RECORD SET Block Start
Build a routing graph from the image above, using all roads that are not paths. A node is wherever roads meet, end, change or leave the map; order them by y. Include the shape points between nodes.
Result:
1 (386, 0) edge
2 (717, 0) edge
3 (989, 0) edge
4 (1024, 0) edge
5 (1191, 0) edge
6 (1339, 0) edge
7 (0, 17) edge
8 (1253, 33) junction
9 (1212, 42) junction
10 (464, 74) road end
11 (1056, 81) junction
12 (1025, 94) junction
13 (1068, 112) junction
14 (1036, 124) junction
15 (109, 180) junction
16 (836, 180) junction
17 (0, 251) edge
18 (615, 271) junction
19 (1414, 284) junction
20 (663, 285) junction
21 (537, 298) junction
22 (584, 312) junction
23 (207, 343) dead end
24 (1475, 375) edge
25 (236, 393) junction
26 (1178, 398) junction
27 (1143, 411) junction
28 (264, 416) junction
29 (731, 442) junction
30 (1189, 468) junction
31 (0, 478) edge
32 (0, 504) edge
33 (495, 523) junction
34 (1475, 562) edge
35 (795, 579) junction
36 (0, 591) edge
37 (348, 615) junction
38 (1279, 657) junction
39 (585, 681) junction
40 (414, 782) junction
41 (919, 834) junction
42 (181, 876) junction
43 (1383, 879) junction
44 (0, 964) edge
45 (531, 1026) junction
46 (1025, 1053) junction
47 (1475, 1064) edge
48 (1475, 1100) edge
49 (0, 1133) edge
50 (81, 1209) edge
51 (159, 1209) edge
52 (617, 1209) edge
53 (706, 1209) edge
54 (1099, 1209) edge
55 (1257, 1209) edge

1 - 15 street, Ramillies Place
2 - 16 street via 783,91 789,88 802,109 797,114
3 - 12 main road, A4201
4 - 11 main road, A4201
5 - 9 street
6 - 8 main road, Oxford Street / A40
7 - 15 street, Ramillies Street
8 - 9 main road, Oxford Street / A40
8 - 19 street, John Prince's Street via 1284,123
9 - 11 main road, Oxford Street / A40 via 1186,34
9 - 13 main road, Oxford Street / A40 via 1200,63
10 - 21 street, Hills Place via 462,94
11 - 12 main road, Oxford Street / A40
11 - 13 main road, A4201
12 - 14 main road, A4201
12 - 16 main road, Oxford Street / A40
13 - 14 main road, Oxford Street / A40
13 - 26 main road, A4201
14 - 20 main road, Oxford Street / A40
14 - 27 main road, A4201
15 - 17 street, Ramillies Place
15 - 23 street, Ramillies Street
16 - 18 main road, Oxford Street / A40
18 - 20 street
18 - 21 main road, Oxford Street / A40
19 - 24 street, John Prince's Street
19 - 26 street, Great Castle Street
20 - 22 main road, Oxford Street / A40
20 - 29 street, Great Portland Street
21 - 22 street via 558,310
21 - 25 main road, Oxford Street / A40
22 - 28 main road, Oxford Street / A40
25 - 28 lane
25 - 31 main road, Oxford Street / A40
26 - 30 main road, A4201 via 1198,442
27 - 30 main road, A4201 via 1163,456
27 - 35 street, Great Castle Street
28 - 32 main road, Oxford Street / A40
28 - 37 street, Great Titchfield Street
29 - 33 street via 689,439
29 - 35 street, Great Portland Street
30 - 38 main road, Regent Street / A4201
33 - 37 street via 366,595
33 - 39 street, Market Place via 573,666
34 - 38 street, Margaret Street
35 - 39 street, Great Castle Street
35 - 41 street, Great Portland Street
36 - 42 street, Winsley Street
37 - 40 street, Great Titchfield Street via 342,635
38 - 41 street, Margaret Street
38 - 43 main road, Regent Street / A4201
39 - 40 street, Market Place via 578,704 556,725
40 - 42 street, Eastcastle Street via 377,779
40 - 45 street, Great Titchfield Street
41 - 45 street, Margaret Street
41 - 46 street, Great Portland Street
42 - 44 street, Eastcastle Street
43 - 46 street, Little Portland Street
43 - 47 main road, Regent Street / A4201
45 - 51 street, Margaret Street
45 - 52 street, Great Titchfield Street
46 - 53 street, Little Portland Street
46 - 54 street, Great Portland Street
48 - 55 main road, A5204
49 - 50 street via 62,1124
RECORD SET Block End
Report the number of lines, in the entries above, that contain the word "Portland", without any other text.

SOLUTION TO THE EXERCISE: 7